**EXERCISE REQUIREMENTS**
Without omitting anything, retype the data that follows.

Content starts

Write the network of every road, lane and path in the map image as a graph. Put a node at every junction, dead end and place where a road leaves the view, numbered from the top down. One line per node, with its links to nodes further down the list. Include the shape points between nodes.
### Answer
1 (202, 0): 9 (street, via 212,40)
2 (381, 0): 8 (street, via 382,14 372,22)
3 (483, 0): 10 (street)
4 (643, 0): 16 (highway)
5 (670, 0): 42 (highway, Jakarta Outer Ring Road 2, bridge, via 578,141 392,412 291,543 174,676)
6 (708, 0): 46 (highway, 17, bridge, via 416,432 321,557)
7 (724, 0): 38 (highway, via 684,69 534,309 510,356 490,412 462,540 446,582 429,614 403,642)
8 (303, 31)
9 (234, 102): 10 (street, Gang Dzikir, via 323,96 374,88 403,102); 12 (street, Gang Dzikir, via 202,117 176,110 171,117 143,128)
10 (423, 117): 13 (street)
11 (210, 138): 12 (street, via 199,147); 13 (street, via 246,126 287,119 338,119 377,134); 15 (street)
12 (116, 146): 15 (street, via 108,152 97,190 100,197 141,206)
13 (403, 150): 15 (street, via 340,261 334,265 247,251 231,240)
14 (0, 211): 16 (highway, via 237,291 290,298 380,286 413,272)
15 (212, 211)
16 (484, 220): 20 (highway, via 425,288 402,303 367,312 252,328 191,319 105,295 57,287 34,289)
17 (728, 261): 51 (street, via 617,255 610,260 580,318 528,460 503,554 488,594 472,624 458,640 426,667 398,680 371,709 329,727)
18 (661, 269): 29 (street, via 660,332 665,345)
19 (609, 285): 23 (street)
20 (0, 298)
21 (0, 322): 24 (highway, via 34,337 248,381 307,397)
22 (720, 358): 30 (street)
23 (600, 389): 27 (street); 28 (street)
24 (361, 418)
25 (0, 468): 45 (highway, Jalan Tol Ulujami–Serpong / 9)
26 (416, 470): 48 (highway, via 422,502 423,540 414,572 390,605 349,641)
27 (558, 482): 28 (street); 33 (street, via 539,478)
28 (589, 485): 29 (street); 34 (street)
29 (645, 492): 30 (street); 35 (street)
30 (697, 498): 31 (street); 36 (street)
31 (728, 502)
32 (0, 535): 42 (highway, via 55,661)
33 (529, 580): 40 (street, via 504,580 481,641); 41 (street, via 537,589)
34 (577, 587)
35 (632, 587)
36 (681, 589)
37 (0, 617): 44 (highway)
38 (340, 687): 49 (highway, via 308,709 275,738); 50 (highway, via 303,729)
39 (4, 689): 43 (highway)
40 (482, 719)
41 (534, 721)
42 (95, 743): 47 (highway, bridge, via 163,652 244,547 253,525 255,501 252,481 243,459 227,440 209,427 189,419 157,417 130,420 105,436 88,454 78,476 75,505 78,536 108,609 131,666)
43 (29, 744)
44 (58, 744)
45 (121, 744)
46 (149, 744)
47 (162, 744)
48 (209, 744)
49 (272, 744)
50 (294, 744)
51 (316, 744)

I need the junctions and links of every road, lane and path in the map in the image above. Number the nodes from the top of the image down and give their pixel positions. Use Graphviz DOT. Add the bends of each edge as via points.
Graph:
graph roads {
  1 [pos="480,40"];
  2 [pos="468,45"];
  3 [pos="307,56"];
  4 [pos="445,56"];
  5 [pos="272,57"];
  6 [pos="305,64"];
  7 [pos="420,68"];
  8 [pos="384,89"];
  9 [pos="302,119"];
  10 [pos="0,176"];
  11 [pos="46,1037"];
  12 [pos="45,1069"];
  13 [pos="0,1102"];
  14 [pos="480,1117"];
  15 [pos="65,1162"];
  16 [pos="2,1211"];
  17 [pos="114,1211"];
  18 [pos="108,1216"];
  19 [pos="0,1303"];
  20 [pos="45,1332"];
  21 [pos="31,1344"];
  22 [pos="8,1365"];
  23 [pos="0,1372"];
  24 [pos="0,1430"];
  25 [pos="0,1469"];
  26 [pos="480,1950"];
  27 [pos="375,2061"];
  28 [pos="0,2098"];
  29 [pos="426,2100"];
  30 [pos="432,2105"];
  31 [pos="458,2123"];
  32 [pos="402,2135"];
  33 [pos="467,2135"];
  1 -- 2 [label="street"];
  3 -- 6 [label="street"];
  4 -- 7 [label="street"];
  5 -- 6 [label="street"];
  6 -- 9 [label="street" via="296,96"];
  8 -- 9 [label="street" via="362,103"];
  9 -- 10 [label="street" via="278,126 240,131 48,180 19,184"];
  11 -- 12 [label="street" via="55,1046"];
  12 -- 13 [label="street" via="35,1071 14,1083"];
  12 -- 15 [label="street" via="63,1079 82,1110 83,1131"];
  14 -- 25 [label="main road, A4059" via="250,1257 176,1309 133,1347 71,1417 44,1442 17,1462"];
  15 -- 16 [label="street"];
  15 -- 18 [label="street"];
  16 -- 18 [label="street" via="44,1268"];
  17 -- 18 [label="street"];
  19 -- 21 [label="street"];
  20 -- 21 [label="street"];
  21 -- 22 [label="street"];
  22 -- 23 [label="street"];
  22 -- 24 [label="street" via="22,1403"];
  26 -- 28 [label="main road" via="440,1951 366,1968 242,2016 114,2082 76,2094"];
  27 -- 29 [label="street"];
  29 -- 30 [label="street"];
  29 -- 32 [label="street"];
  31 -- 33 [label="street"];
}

Content ends

**FINISHED EXERCISE**
Write the network of every road, lane and path in the map image as a graph. Put a node at every junction, dead end and place where a road leaves the view, numbered from the top down. One line per node, with its links to nodes further down the list. Include the shape points between nodes.
### Answer
1 (202, 0): 9 (street, via 212,40)
2 (381, 0): 8 (street, via 382,14 372,22)
3 (483, 0): 10 (street)
4 (643, 0): 16 (highway)
5 (670, 0): 42 (highway, Jakarta Outer Ring Road 2, bridge, via 578,141 392,412 291,543 174,676)
6 (708, 0): 46 (highway, 17, bridge, via 416,432 321,557)
7 (724, 0): 38 (highway, via 684,69 534,309 510,356 490,412 462,540 446,582 429,614 403,642)
8 (303, 31)
9 (234, 102): 10 (street, Gang Dzikir, via 323,96 374,88 403,102); 12 (street, Gang Dzikir, via 202,117 176,110 171,117 143,128)
10 (423, 117): 13 (street)
11 (210, 138): 12 (street, via 199,147); 13 (street, via 246,126 287,119 338,119 377,134); 15 (street)
12 (116, 146): 15 (street, via 108,152 97,190 100,197 141,206)
13 (403, 150): 15 (street, via 340,261 334,265 247,251 231,240)
14 (0, 211): 16 (highway, via 237,291 290,298 380,286 413,272)
15 (212, 211)
16 (484, 220): 20 (highway, via 425,288 402,303 367,312 252,328 191,319 105,295 57,287 34,289)
17 (728, 261): 51 (street, via 617,255 610,260 580,318 528,460 503,554 488,594 472,624 458,640 426,667 398,680 371,709 329,727)
18 (661, 269): 29 (street, via 660,332 665,345)
19 (609, 285): 23 (street)
20 (0, 298)
21 (0, 322): 24 (highway, via 34,337 248,381 307,397)
22 (720, 358): 30 (street)
23 (600, 389): 27 (street); 28 (street)
24 (361, 418)
25 (0, 468): 45 (highway, Jalan Tol Ulujami–Serpong / 9)
26 (416, 470): 48 (highway, via 422,502 423,540 414,572 390,605 349,641)
27 (558, 482): 28 (street); 33 (street, via 539,478)
28 (589, 485): 29 (street); 34 (street)
29 (645, 492): 30 (street); 35 (street)
30 (697, 498): 31 (street); 36 (street)
31 (728, 502)
32 (0, 535): 42 (highway, via 55,661)
33 (529, 580): 40 (street, via 504,580 481,641); 41 (street, via 537,589)
34 (577, 587)
35 (632, 587)
36 (681, 589)
37 (0, 617): 44 (highway)
38 (340, 687): 49 (highway, via 308,709 275,738); 50 (highway, via 303,729)
39 (4, 689): 43 (highway)
40 (482, 719)
41 (534, 721)
42 (95, 743): 47 (highway, bridge, via 163,652 244,547 253,525 255,501 252,481 243,459 227,440 209,427 189,419 157,417 130,420 105,436 88,454 78,476 75,505 78,536 108,609 131,666)
43 (29, 744)
44 (58, 744)
45 (121, 744)
46 (149, 744)
47 (162, 744)
48 (209, 744)
49 (272, 744)
50 (294, 744)
51 (316, 744)

I need the junctions and links of every road, lane and path in the map in the image above. Number the nodes from the top of the image down and give their pixel positions. Use Graphviz DOT. Add the bends of each edge as via points.
Graph:
graph roads {
  1 [pos="480,40"];
  2 [pos="468,45"];
  3 [pos="307,56"];
  4 [pos="445,56"];
  5 [pos="272,57"];
  6 [pos="305,64"];
  7 [pos="420,68"];
  8 [pos="384,89"];
  9 [pos="302,119"];
  10 [pos="0,176"];
  11 [pos="46,1037"];
  12 [pos="45,1069"];
  13 [pos="0,1102"];
  14 [pos="480,1117"];
  15 [pos="65,1162"];
  16 [pos="2,1211"];
  17 [pos="114,1211"];
  18 [pos="108,1216"];
  19 [pos="0,1303"];
  20 [pos="45,1332"];
  21 [pos="31,1344"];
  22 [pos="8,1365"];
  23 [pos="0,1372"];
  24 [pos="0,1430"];
  25 [pos="0,1469"];
  26 [pos="480,1950"];
  27 [pos="375,2061"];
  28 [pos="0,2098"];
  29 [pos="426,2100"];
  30 [pos="432,2105"];
  31 [pos="458,2123"];
  32 [pos="402,2135"];
  33 [pos="467,2135"];
  1 -- 2 [label="street"];
  3 -- 6 [label="street"];
  4 -- 7 [label="street"];
  5 -- 6 [label="street"];
  6 -- 9 [label="street" via="296,96"];
  8 -- 9 [label="street" via="362,103"];
  9 -- 10 [label="street" via="278,126 240,131 48,180 19,184"];
  11 -- 12 [label="street" via="55,1046"];
  12 -- 13 [label="street" via="35,1071 14,1083"];
  12 -- 15 [label="street" via="63,1079 82,1110 83,1131"];
  14 -- 25 [label="main road, A4059" via="250,1257 176,1309 133,1347 71,1417 44,1442 17,1462"];
  15 -- 16 [label="street"];
  15 -- 18 [label="street"];
  16 -- 18 [label="street" via="44,1268"];
  17 -- 18 [label="street"];
  19 -- 21 [label="street"];
  20 -- 21 [label="street"];
  21 -- 22 [label="street"];
  22 -- 23 [label="street"];
  22 -- 24 [label="street" via="22,1403"];
  26 -- 28 [label="main road" via="440,1951 366,1968 242,2016 114,2082 76,2094"];
  27 -- 29 [label="street"];
  29 -- 30 [label="street"];
  29 -- 32 [label="street"];
  31 -- 33 [label="street"];
}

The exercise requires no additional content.